Rip-cut the four box frame sides from 3/4" maple plywood, using a tablesaw or a circular saw and straightedge cutting guide. Note that the two frame sides that go against the wall are 2 1/4" narrower than the ones facing the room.

Step 4

Build the Mattress Box - Step 3

The fastener scheme we chose for this bed is to tack the parts together with glue and pneumatic nails, then reinforce with brass screws and grommet-style washers once things are squared up (the brass screws only need to be used on visible surfaces). Join the corners of the box with glue and screws. The two exposed sides should conceal the end grain of the side they’re attached to. Work on a large, flat surface with the box sides upside-down so their top edges are even.

Step 5

Build the Mattress Box - Step 4

Cut the cleats to length from 2 x 2 pine stock. Attach cleats to the bottom inside faces of the exposed box sides, flush with the bottom edges of the box. Use glue and brass wood screws driven at 8" intervals to secure the cleats.

Step 6

Build the Mattress Box - Step 5

Once the cleats are in place, cut the mattress box bottom to size and attach it to the cleats that are connected to the room sides of the box. Drive 2" deck screws through the plywood bottom and into the cleats, spaced no more than 12" apart. At the wall-sides of the box, the plywood bottom should be flush with the outside edges of the box. Also drive 2" deck or wallboard screws into the plywood box edges on this side.
Cut 3 2 x 2 stiffeners and position them on the undersides of the plywood. The ends should be flush against the room side cleat.

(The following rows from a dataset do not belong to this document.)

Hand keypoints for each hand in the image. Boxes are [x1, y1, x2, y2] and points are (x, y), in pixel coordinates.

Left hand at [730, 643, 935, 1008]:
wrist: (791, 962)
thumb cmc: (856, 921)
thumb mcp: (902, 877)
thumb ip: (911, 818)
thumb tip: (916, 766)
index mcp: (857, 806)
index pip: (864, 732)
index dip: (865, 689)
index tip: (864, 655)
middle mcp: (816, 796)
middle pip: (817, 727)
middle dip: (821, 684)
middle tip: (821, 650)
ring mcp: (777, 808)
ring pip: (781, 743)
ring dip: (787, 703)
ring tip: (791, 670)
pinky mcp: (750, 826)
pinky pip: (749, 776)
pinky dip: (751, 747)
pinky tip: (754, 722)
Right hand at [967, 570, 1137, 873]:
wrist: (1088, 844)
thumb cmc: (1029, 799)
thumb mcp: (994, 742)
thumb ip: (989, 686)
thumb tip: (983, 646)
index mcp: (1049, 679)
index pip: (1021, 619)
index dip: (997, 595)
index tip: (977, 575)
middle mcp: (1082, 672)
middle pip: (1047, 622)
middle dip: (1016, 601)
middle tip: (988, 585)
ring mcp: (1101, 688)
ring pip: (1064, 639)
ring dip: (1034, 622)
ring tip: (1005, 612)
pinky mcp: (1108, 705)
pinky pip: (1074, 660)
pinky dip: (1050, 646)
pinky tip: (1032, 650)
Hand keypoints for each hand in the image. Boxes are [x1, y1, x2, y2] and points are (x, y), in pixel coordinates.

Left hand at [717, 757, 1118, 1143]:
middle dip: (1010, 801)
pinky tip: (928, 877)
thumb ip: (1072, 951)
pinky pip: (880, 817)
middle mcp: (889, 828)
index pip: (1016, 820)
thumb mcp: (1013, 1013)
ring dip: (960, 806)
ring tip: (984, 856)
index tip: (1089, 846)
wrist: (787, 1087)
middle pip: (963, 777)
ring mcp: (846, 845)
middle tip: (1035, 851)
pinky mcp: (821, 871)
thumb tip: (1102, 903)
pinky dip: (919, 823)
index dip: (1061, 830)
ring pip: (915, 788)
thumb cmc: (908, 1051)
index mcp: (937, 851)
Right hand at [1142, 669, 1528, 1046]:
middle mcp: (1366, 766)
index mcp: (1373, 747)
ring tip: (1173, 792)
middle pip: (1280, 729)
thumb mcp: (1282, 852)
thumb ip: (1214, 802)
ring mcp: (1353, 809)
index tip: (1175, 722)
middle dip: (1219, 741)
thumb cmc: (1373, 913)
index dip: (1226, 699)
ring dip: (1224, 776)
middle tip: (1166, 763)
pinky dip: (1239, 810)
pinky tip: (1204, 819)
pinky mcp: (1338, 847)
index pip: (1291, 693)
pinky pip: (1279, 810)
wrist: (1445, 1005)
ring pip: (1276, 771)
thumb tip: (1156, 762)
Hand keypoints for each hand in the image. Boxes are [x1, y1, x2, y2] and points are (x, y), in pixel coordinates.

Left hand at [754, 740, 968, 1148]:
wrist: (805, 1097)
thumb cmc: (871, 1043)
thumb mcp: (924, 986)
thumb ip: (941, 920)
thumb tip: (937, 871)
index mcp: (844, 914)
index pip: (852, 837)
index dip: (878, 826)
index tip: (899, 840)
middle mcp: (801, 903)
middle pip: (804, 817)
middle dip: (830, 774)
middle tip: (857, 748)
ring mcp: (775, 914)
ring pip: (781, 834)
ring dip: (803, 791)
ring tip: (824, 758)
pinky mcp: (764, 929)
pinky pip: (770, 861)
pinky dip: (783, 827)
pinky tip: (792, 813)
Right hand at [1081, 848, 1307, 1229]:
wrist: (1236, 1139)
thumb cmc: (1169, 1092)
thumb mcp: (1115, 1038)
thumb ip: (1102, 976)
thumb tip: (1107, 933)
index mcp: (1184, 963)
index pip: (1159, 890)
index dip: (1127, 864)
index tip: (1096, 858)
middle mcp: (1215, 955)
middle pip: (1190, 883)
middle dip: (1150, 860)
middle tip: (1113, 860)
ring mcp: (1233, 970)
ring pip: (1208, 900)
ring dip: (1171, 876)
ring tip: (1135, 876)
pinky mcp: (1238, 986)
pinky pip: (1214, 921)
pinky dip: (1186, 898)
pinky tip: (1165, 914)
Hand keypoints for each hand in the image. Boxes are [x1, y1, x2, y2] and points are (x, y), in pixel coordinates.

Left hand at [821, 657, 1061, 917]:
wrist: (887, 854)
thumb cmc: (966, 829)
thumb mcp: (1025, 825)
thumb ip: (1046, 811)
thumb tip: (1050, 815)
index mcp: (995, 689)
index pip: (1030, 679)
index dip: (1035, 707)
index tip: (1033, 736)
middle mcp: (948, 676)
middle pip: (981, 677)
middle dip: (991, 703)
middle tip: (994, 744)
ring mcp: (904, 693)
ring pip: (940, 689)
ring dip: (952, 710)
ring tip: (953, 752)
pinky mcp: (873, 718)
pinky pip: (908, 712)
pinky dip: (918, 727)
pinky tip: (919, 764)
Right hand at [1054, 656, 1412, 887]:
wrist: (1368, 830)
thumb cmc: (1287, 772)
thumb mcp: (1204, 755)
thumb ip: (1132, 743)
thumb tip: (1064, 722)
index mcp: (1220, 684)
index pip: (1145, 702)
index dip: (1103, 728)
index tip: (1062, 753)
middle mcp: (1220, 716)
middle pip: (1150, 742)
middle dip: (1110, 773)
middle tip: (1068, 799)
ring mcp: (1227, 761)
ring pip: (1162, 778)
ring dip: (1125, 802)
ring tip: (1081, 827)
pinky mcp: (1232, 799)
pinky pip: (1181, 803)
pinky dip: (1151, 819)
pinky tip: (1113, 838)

Tack in place and then attach by driving screws through the top of the plywood.

Step 7

Build the Mattress Box - Step 6

Run the top edges of the 1 x 2 maple stock for the railing and edge caps parts through a router table fitted with a 1/4" roundover bit. Cut the box caps, cap rails and rail posts to length (use a stop block on your power miter saw to make uniform length pieces). Attach the 1 x 2 caps to the back edge and right end (the wall sides) with glue and finish nails (drill pilot hole for the finish nails if hand-driving them). Before attaching the front and left side box caps, lay out positions for the railing posts according to the diagram on page 95. For best accuracy, gang-mark the post locations on the rail caps and box caps.

Step 8

Build the Mattress Box - Step 7

Attach each post to the box caps at marked locations, using glue and two 3" deck screws or wood screws driven up through pilot holes in the box cap and into the bottom ends of the posts. Then, attach the box caps with attached posts to the front and left sides of the mattress box, using glue and 3" trim-head wood screws driven down through the top edges of the box caps and into the box at 12" intervals.
Next, attach the railing caps to the tops of the railing posts with glue and trimhead wood screws driven down through the rail caps and into the posts. Make sure the posts are aligned with the reference lines you marked for their positions. Finish-sand the mattress box (you may want to back out the screws a ways to get underneath the grommets). It’s best to wait until all parts are built so you can apply finish at the same time

Step 9

Adding a Ceiling

The bottom edges of the front side and left end of the mattress box are still exposed plywood edge grain. There are a couple of ways of dealing with this. One is to conceal the edges with heat-activated maple veneer tape. Or, you can tack on additional strips of maple 1 x 2. But we chose to create a “ceiling” for the area underneath the loft bed by attaching a sheet of tempered 1/4" hardboard to the underside of the box.